ACTION ITEM: Each line below should be written out exactly, with none skipped.

--- START ---

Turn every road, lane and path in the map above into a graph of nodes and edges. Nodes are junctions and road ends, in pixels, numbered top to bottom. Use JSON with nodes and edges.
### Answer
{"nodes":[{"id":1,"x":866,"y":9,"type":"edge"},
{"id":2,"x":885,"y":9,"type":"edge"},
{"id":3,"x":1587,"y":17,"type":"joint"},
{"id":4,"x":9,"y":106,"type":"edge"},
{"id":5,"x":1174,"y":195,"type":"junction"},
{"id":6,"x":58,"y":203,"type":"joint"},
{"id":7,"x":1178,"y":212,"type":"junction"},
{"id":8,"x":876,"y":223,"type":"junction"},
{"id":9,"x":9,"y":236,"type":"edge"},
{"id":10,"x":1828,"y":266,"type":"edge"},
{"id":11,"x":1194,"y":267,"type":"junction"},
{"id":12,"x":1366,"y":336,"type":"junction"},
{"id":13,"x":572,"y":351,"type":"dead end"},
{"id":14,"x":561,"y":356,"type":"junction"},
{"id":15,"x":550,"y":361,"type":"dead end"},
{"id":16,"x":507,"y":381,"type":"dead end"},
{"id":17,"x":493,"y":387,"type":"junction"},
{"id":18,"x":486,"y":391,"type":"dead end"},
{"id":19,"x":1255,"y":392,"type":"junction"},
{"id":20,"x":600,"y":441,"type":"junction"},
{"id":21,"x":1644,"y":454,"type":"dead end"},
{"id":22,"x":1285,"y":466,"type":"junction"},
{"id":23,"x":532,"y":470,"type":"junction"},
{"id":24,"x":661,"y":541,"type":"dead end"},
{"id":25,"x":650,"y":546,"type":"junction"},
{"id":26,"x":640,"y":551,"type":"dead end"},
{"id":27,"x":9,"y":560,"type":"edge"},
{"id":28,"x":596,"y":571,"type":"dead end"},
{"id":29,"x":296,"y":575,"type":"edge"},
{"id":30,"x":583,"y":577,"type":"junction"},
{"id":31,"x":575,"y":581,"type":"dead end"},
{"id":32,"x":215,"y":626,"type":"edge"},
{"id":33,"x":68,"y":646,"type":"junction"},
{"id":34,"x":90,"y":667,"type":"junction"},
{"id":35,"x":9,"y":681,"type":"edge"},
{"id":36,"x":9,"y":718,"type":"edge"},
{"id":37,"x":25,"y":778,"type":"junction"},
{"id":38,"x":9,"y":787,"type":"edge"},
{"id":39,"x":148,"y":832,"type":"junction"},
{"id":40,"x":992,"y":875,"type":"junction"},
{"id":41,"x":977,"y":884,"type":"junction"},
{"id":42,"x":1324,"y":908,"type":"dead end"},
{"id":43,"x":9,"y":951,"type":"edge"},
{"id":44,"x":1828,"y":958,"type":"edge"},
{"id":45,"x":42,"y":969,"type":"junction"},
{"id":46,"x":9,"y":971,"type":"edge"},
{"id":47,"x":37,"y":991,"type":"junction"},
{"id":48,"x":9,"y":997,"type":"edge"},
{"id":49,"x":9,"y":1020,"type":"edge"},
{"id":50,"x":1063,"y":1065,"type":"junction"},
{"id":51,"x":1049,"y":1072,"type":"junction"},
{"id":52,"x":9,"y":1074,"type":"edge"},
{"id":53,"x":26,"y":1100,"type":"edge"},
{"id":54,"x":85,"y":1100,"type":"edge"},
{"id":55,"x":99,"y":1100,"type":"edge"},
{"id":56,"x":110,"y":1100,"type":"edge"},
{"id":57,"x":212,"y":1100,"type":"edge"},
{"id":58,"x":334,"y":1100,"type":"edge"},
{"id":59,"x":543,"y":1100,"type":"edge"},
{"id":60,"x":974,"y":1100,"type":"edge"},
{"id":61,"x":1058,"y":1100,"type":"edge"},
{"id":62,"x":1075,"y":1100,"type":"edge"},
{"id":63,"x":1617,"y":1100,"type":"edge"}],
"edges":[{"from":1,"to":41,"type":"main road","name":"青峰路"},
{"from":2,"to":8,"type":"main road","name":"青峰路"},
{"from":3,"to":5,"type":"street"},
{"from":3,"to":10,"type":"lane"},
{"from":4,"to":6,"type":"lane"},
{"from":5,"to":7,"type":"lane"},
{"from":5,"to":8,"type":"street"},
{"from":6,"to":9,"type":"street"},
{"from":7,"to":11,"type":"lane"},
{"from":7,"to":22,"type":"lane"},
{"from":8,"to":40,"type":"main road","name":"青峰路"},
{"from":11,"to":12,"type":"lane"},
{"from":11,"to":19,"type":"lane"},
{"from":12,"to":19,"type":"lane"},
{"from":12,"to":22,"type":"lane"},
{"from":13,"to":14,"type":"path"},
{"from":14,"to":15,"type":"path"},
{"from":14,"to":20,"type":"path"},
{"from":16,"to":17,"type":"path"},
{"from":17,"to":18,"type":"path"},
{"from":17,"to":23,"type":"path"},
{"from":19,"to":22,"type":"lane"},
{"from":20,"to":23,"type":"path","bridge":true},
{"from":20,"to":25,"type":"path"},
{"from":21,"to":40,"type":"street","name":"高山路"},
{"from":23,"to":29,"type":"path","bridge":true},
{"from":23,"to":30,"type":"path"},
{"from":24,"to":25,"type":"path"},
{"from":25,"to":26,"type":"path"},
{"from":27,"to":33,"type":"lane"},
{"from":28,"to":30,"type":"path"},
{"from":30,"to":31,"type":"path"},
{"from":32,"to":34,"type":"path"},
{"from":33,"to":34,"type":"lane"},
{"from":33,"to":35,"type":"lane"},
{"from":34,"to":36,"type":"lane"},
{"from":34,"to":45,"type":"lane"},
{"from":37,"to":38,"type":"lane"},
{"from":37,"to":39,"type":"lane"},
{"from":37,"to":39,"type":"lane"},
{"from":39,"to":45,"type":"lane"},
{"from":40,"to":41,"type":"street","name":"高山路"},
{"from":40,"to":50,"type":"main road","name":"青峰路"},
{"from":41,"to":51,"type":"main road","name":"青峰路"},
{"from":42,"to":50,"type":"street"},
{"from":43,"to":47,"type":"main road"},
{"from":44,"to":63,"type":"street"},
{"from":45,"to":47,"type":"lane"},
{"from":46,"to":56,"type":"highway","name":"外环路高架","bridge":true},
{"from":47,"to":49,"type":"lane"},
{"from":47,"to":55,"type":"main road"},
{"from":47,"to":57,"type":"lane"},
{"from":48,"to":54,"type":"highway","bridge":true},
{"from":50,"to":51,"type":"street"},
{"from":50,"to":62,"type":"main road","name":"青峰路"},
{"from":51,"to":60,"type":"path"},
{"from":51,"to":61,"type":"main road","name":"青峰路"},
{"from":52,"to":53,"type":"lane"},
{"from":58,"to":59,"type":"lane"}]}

--- END ---

PROBLEM SOLUTION:
Turn every road, lane and path in the map above into a graph of nodes and edges. Nodes are junctions and road ends, in pixels, numbered top to bottom. Use JSON with nodes and edges.
### Answer
{"nodes":[{"id":1,"x":866,"y":9,"type":"edge"},
{"id":2,"x":885,"y":9,"type":"edge"},
{"id":3,"x":1587,"y":17,"type":"joint"},
{"id":4,"x":9,"y":106,"type":"edge"},
{"id":5,"x":1174,"y":195,"type":"junction"},
{"id":6,"x":58,"y":203,"type":"joint"},
{"id":7,"x":1178,"y":212,"type":"junction"},
{"id":8,"x":876,"y":223,"type":"junction"},
{"id":9,"x":9,"y":236,"type":"edge"},
{"id":10,"x":1828,"y":266,"type":"edge"},
{"id":11,"x":1194,"y":267,"type":"junction"},
{"id":12,"x":1366,"y":336,"type":"junction"},
{"id":13,"x":572,"y":351,"type":"dead end"},
{"id":14,"x":561,"y":356,"type":"junction"},
{"id":15,"x":550,"y":361,"type":"dead end"},
{"id":16,"x":507,"y":381,"type":"dead end"},
{"id":17,"x":493,"y":387,"type":"junction"},
{"id":18,"x":486,"y":391,"type":"dead end"},
{"id":19,"x":1255,"y":392,"type":"junction"},
{"id":20,"x":600,"y":441,"type":"junction"},
{"id":21,"x":1644,"y":454,"type":"dead end"},
{"id":22,"x":1285,"y":466,"type":"junction"},
{"id":23,"x":532,"y":470,"type":"junction"},
{"id":24,"x":661,"y":541,"type":"dead end"},
{"id":25,"x":650,"y":546,"type":"junction"},
{"id":26,"x":640,"y":551,"type":"dead end"},
{"id":27,"x":9,"y":560,"type":"edge"},
{"id":28,"x":596,"y":571,"type":"dead end"},
{"id":29,"x":296,"y":575,"type":"edge"},
{"id":30,"x":583,"y":577,"type":"junction"},
{"id":31,"x":575,"y":581,"type":"dead end"},
{"id":32,"x":215,"y":626,"type":"edge"},
{"id":33,"x":68,"y":646,"type":"junction"},
{"id":34,"x":90,"y":667,"type":"junction"},
{"id":35,"x":9,"y":681,"type":"edge"},
{"id":36,"x":9,"y":718,"type":"edge"},
{"id":37,"x":25,"y":778,"type":"junction"},
{"id":38,"x":9,"y":787,"type":"edge"},
{"id":39,"x":148,"y":832,"type":"junction"},
{"id":40,"x":992,"y":875,"type":"junction"},
{"id":41,"x":977,"y":884,"type":"junction"},
{"id":42,"x":1324,"y":908,"type":"dead end"},
{"id":43,"x":9,"y":951,"type":"edge"},
{"id":44,"x":1828,"y":958,"type":"edge"},
{"id":45,"x":42,"y":969,"type":"junction"},
{"id":46,"x":9,"y":971,"type":"edge"},
{"id":47,"x":37,"y":991,"type":"junction"},
{"id":48,"x":9,"y":997,"type":"edge"},
{"id":49,"x":9,"y":1020,"type":"edge"},
{"id":50,"x":1063,"y":1065,"type":"junction"},
{"id":51,"x":1049,"y":1072,"type":"junction"},
{"id":52,"x":9,"y":1074,"type":"edge"},
{"id":53,"x":26,"y":1100,"type":"edge"},
{"id":54,"x":85,"y":1100,"type":"edge"},
{"id":55,"x":99,"y":1100,"type":"edge"},
{"id":56,"x":110,"y":1100,"type":"edge"},
{"id":57,"x":212,"y":1100,"type":"edge"},
{"id":58,"x":334,"y":1100,"type":"edge"},
{"id":59,"x":543,"y":1100,"type":"edge"},
{"id":60,"x":974,"y":1100,"type":"edge"},
{"id":61,"x":1058,"y":1100,"type":"edge"},
{"id":62,"x":1075,"y":1100,"type":"edge"},
{"id":63,"x":1617,"y":1100,"type":"edge"}],
"edges":[{"from":1,"to":41,"type":"main road","name":"青峰路"},
{"from":2,"to":8,"type":"main road","name":"青峰路"},
{"from":3,"to":5,"type":"street"},
{"from":3,"to":10,"type":"lane"},
{"from":4,"to":6,"type":"lane"},
{"from":5,"to":7,"type":"lane"},
{"from":5,"to":8,"type":"street"},
{"from":6,"to":9,"type":"street"},
{"from":7,"to":11,"type":"lane"},
{"from":7,"to":22,"type":"lane"},
{"from":8,"to":40,"type":"main road","name":"青峰路"},
{"from":11,"to":12,"type":"lane"},
{"from":11,"to":19,"type":"lane"},
{"from":12,"to":19,"type":"lane"},
{"from":12,"to":22,"type":"lane"},
{"from":13,"to":14,"type":"path"},
{"from":14,"to":15,"type":"path"},
{"from":14,"to":20,"type":"path"},
{"from":16,"to":17,"type":"path"},
{"from":17,"to":18,"type":"path"},
{"from":17,"to":23,"type":"path"},
{"from":19,"to":22,"type":"lane"},
{"from":20,"to":23,"type":"path","bridge":true},
{"from":20,"to":25,"type":"path"},
{"from":21,"to":40,"type":"street","name":"高山路"},
{"from":23,"to":29,"type":"path","bridge":true},
{"from":23,"to":30,"type":"path"},
{"from":24,"to":25,"type":"path"},
{"from":25,"to":26,"type":"path"},
{"from":27,"to":33,"type":"lane"},
{"from":28,"to":30,"type":"path"},
{"from":30,"to":31,"type":"path"},
{"from":32,"to":34,"type":"path"},
{"from":33,"to":34,"type":"lane"},
{"from":33,"to":35,"type":"lane"},
{"from":34,"to":36,"type":"lane"},
{"from":34,"to":45,"type":"lane"},
{"from":37,"to":38,"type":"lane"},
{"from":37,"to":39,"type":"lane"},
{"from":37,"to":39,"type":"lane"},
{"from":39,"to":45,"type":"lane"},
{"from":40,"to":41,"type":"street","name":"高山路"},
{"from":40,"to":50,"type":"main road","name":"青峰路"},
{"from":41,"to":51,"type":"main road","name":"青峰路"},
{"from":42,"to":50,"type":"street"},
{"from":43,"to":47,"type":"main road"},
{"from":44,"to":63,"type":"street"},
{"from":45,"to":47,"type":"lane"},
{"from":46,"to":56,"type":"highway","name":"外环路高架","bridge":true},
{"from":47,"to":49,"type":"lane"},
{"from":47,"to":55,"type":"main road"},
{"from":47,"to":57,"type":"lane"},
{"from":48,"to":54,"type":"highway","bridge":true},
{"from":50,"to":51,"type":"street"},
{"from":50,"to":62,"type":"main road","name":"青峰路"},
{"from":51,"to":60,"type":"path"},
{"from":51,"to":61,"type":"main road","name":"青峰路"},
{"from":52,"to":53,"type":"lane"},
{"from":58,"to":59,"type":"lane"}]}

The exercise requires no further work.